Burnham Park totals 653.63 acres and sits on Chicago’s Lakefront just south of Grant Park. The park was named for Chicago's famous architect and planner Daniel H. Burnham, who envisioned a south lakefront park with a series of manmade islands, linear boating harbor, beaches, meadows, and playfields, as published in his seminal The Plan of Chicago of 1909.
Today, Burnham Park features the naturalistic Promontory Point designed by Alfred Caldwell and a popular skate park at 31st Street. The park also benches located at 12 Street, 31st Street, Oakwood and 57th Street, bird sanctuaries and beautiful natural areas. The Margaret T. Burroughs Beach and Park is a newer park feature and stretches from 31 Street to 26th Street.

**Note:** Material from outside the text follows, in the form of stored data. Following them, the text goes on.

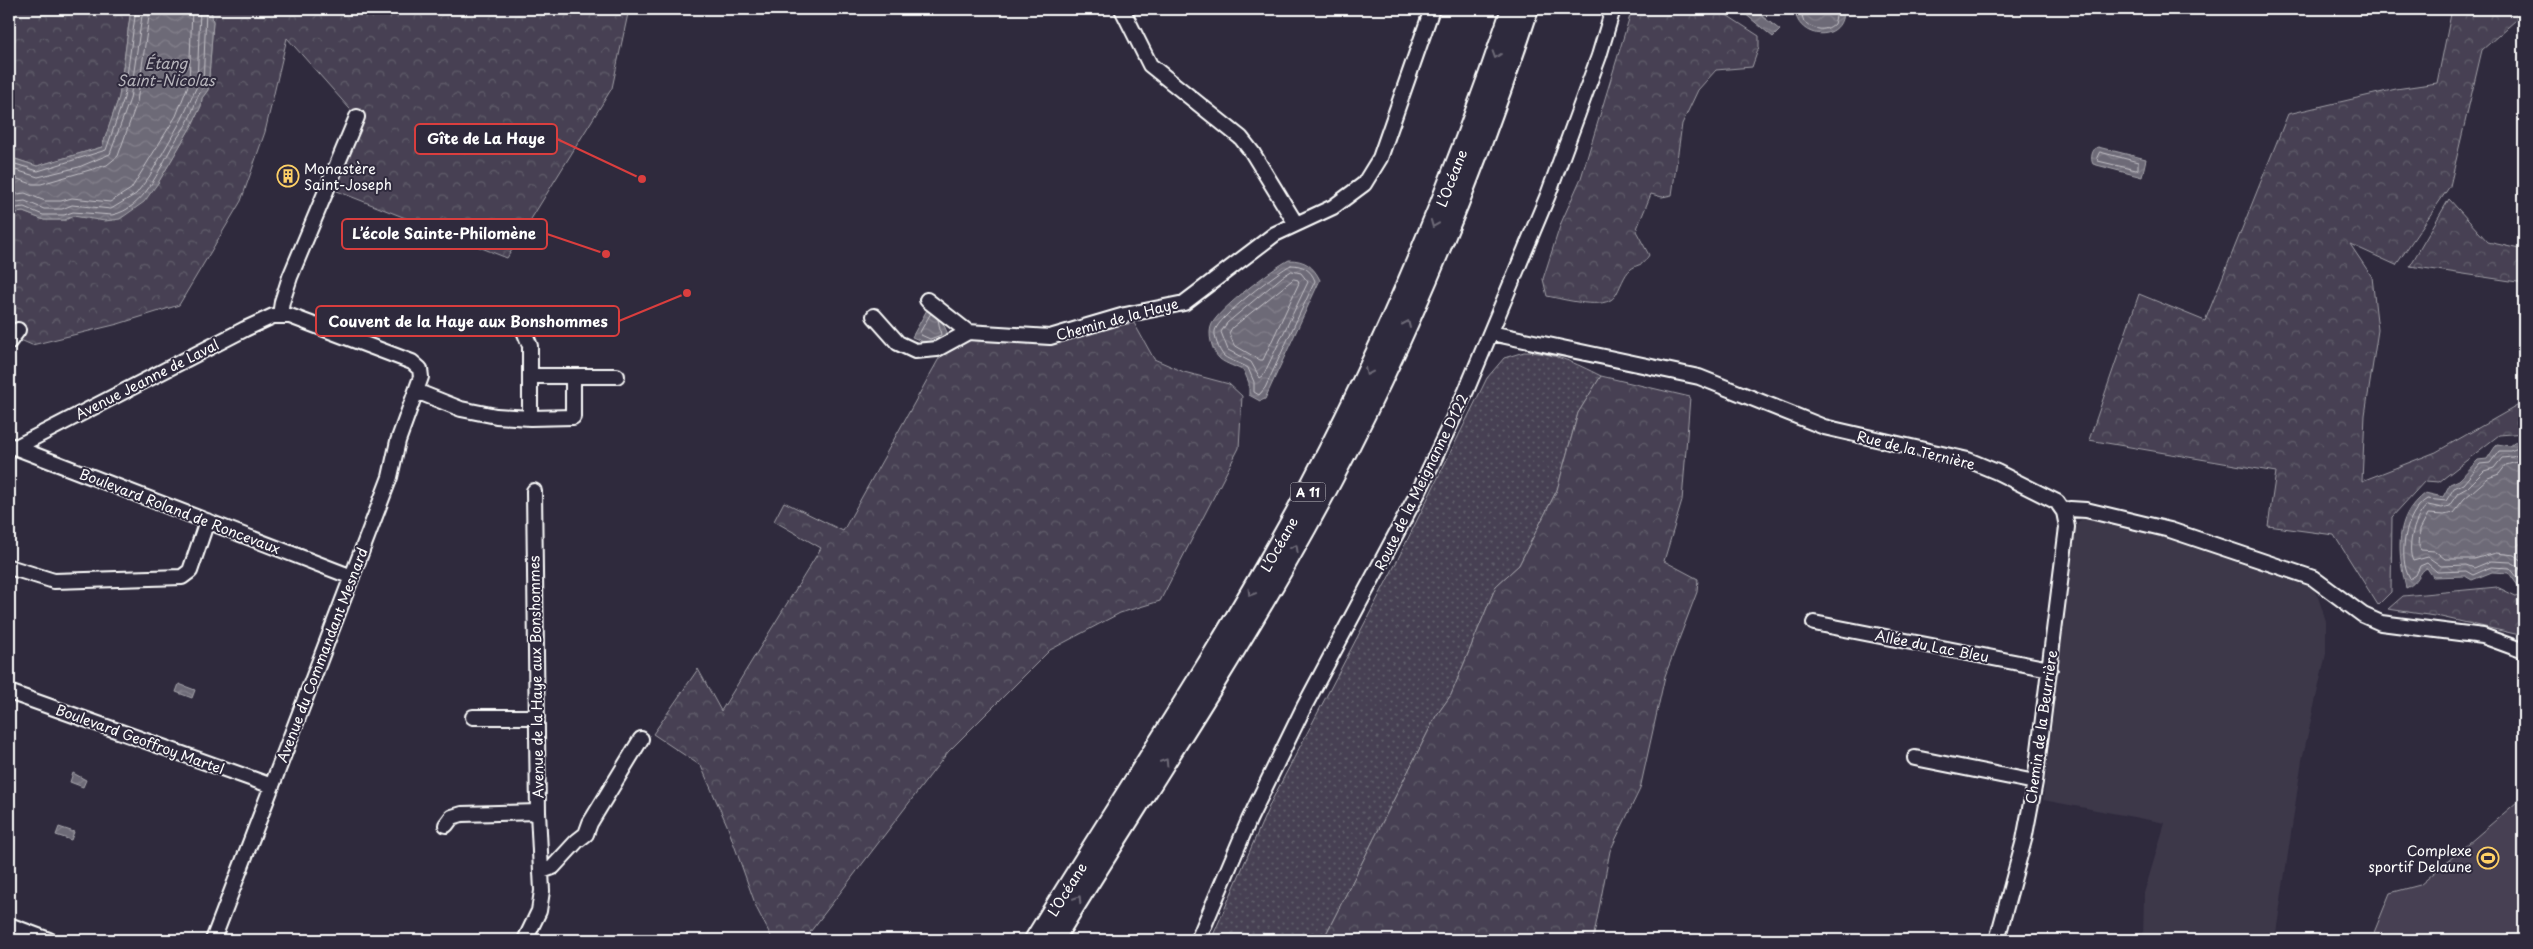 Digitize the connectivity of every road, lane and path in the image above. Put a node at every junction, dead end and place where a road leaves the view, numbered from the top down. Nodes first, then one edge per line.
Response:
1 (1122, 9) edge
2 (1432, 9) edge
3 (1512, 9) edge
4 (1528, 9) edge
5 (1612, 9) edge
6 (357, 117) dead end
7 (1294, 225) junction
8 (927, 300) dead end
9 (280, 314) junction
10 (874, 316) dead end
11 (18, 330) dead end
12 (524, 331) dead end
13 (968, 332) junction
14 (1491, 332) junction
15 (9, 342) edge
16 (530, 376) junction
17 (573, 376) junction
18 (617, 376) dead end
19 (416, 391) junction
20 (530, 418) junction
21 (12, 446) edge
22 (534, 491) dead end
23 (2064, 512) junction
24 (207, 521) junction
25 (9, 567) edge
26 (352, 577) junction
27 (1814, 623) dead end
28 (2524, 651) edge
29 (2050, 669) junction
30 (9, 692) edge
31 (473, 717) dead end
32 (537, 717) junction
33 (640, 739) dead end
34 (1915, 758) dead end
35 (2035, 782) junction
36 (272, 786) junction
37 (538, 812) junction
38 (446, 825) dead end
39 (542, 871) junction
40 (9, 925) edge
41 (49, 940) edge
42 (213, 940) edge
43 (525, 940) edge
44 (1035, 940) edge
45 (1053, 940) edge
46 (1198, 940) edge
47 (1997, 940) edge

1 - 7 street
2 - 7 street, Chemin de la Haye
3 -> 44 highway, L’Océane / A 11
45 -> 4 highway, L’Océane / A 11
5 - 14 street, Route de la Meignanne D122
6 - 9 street
7 - 13 street, Chemin de la Haye
8 - 13 street
9 - 19 street, Avenue du Commandant Mesnard
9 - 21 street, Avenue Jeanne de Laval
10 - 13 street
11 - 15 street
12 - 16 street
14 - 23 street, Rue de la Ternière
14 - 46 street, Route de la Meignanne D122
16 - 17 street
16 - 20 street
17 - 18 street
17 - 20 street
19 - 20 street
19 - 26 street, Avenue du Commandant Mesnard
21 - 24 street, Boulevard Roland de Roncevaux
22 - 32 street, Avenue de la Haye aux Bonshommes
23 - 28 street
23 - 29 street, Chemin de la Beurrière
24 - 25 street
24 - 26 street, Boulevard Roland de Roncevaux
26 - 36 street, Avenue du Commandant Mesnard
27 - 29 street, Allée du Lac Bleu
29 - 35 street, Chemin de la Beurrière
30 - 36 street, Boulevard Geoffroy Martel
31 - 32 street
32 - 37 street, Avenue de la Haye aux Bonshommes
33 - 39 street
34 - 35 street
35 - 47 street, Chemin de la Beurrière
36 - 42 street, Avenue du Commandant Mesnard
37 - 38 street, Avenue de la Haye aux Bonshommes
37 - 39 street, Avenue de la Haye aux Bonshommes
39 - 43 street, Avenue de la Haye aux Bonshommes
40 - 41 street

While there is no structured programming taking place at this location, we invite you to check out our great programs offered at nearby Ellis Park.

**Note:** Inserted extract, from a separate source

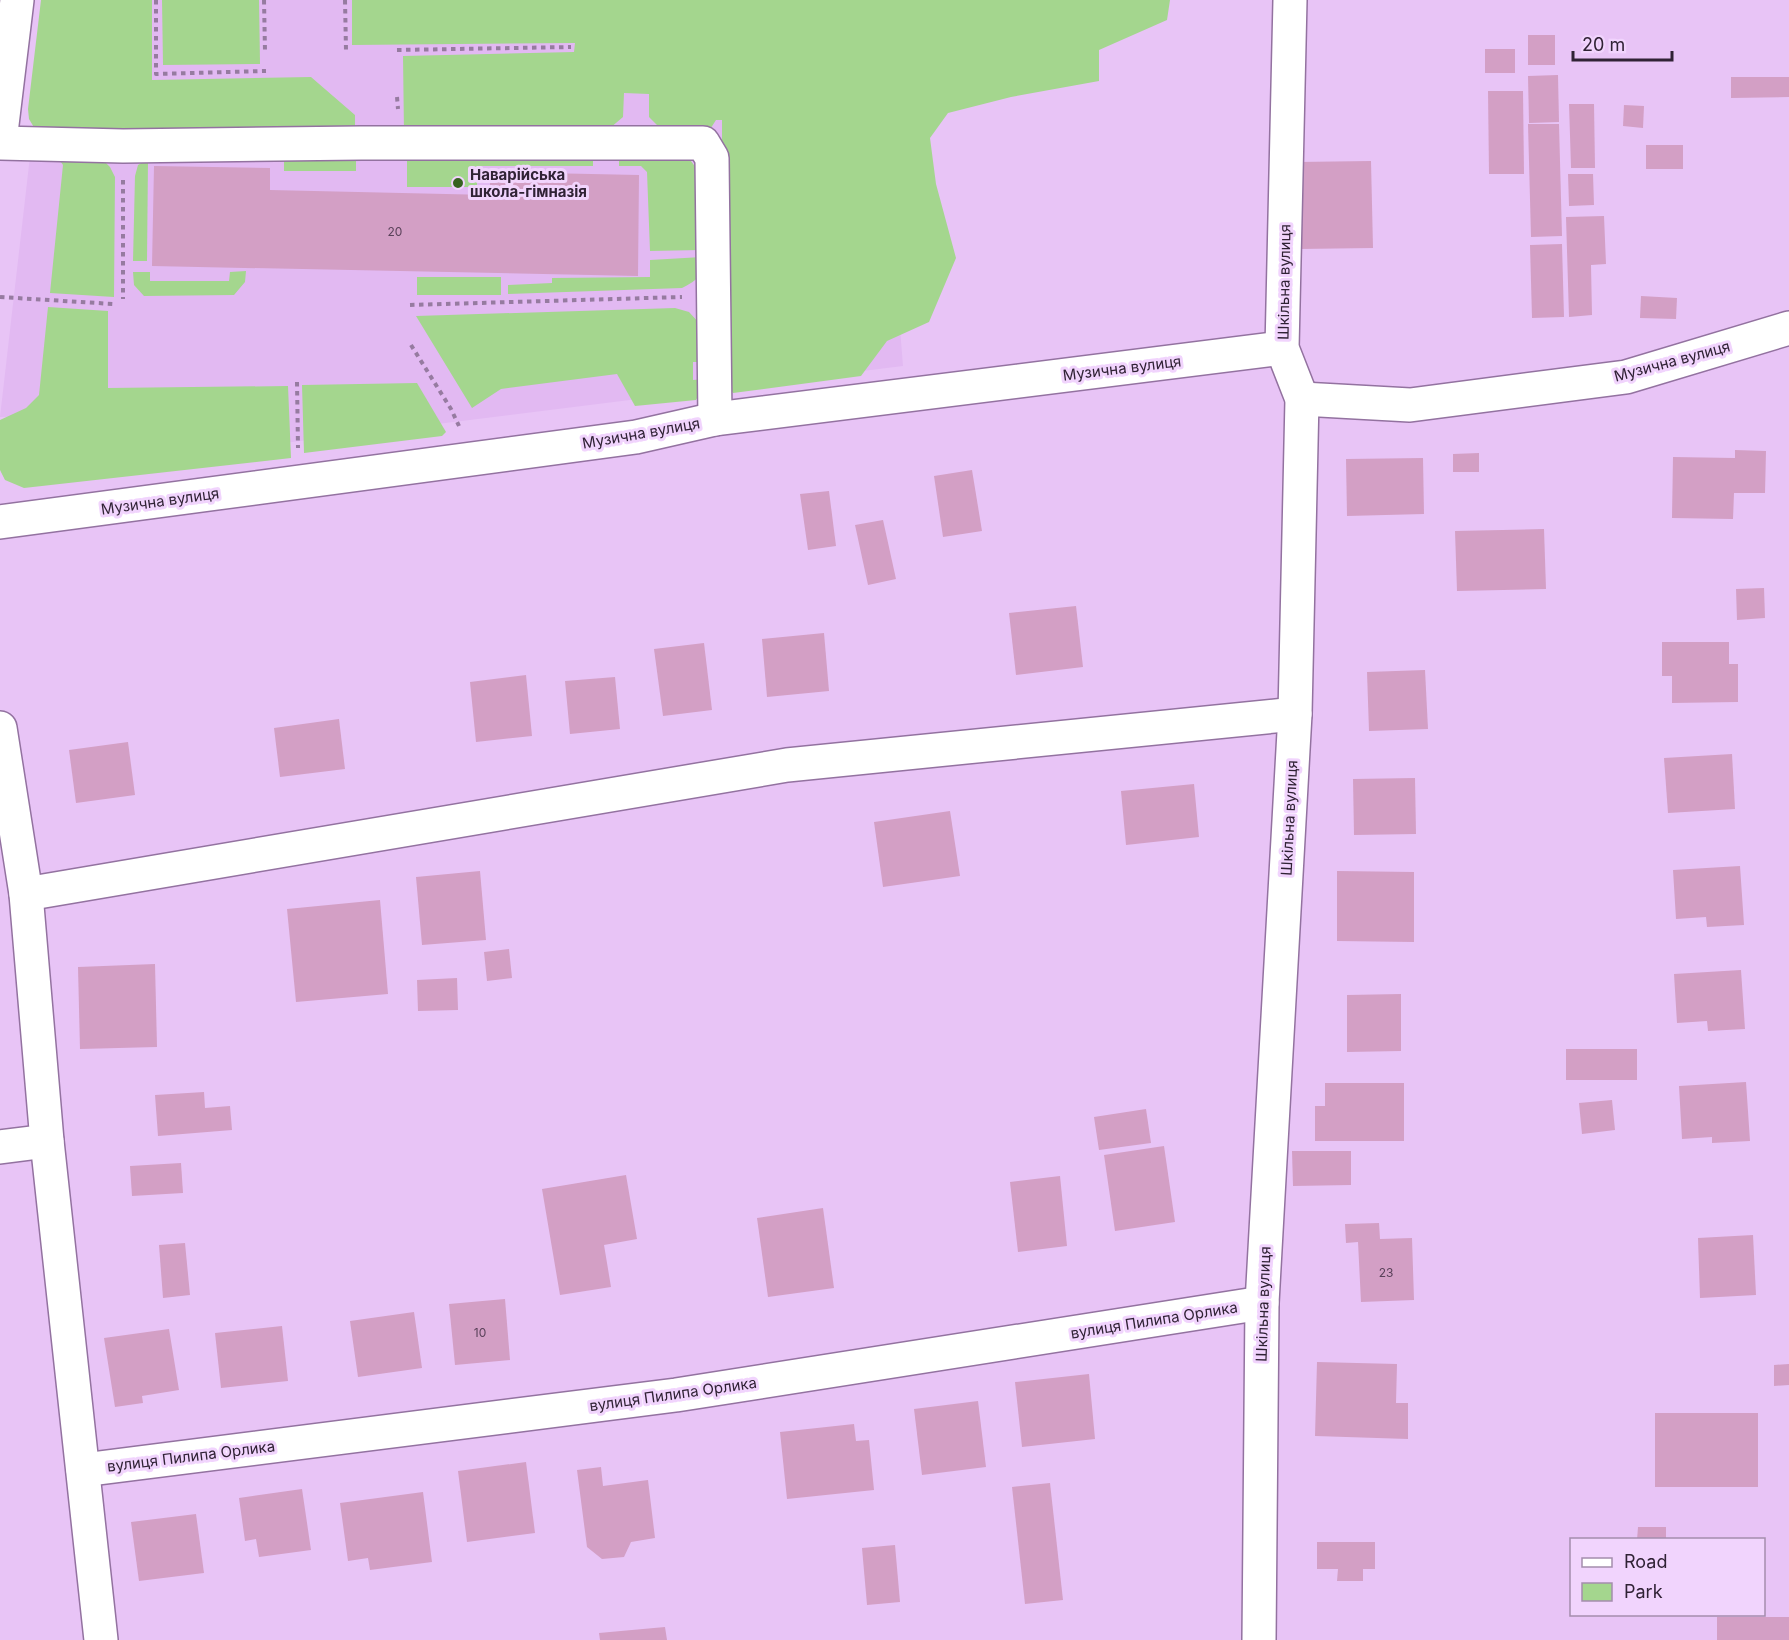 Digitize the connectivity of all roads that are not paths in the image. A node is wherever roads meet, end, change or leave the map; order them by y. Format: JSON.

In the mid-1890s, Chicago's famous architect and planner Daniel H. Burnham began sketching a magnificent park and boulevard that would link Jackson Park with downtown. As Chief of Construction for the World's Columbian Exposition of 1893, Burnham (1846- 1912) had transformed sandy, wind-swept, Jackson Park into the glistening White City. After the fair, Burnham began imagining a more beautiful, orderly, and functional Chicago. Burnham's vision, including a south lakefront park with a series of man made islands, linear boating harbor, beaches, meadows, and play fields, was published in his seminal 1909 Plan of Chicago. The South Park Commission wanted to create the park, however development was delayed by disputes with the Illinois Central Railroad over riparian rights. Property rights and government approvals were finally secured in 1920, and voters approved a $20 million bond issue to create the park. By the time the site was named Burnham Park in 1927, only the northern part of the site had been filled. In 1933 and 1934, the Century of Progress, Chicago's second World's Fair took place in Burnham Park. In the mid-1930s, the newly created Chicago Park District used federal funds from the Works Progress Administration to complete landfill operations and improve Burnham Park, including the naturalistic Promontory Point landscape by renowned designer Alfred Caldwell. In 1935, Mayor Edward J. Kelly began pursuing the idea of a permanent fair in Burnham Park. To facilitate this, the state passed a bill creating the Metropolitan Fair and Exposition Authority. The legislation allowed the construction of Merrill C. Meigs Airport in 1946 and the McCormick Place convention hall in 1960. The original McCormick Place burned down in 1967, and despite opposition, a new facility opened in Burnham Park in 1971. In recent years, Mayor Richard M. Daley's vision for a greener, more beautiful Burnham Park has begun taking shape. Sixty acres of asphalt were transformed into a landscaped Museum Campus. And the former Meigs Field has been transformed into a 91-acre natural area park, known as Northerly Island where park patrons can enjoy a paved all-purpose trail. Birders catch glimpses of migrating birds in the fall and spring seasons, while anglers can find the perfect fishing spot.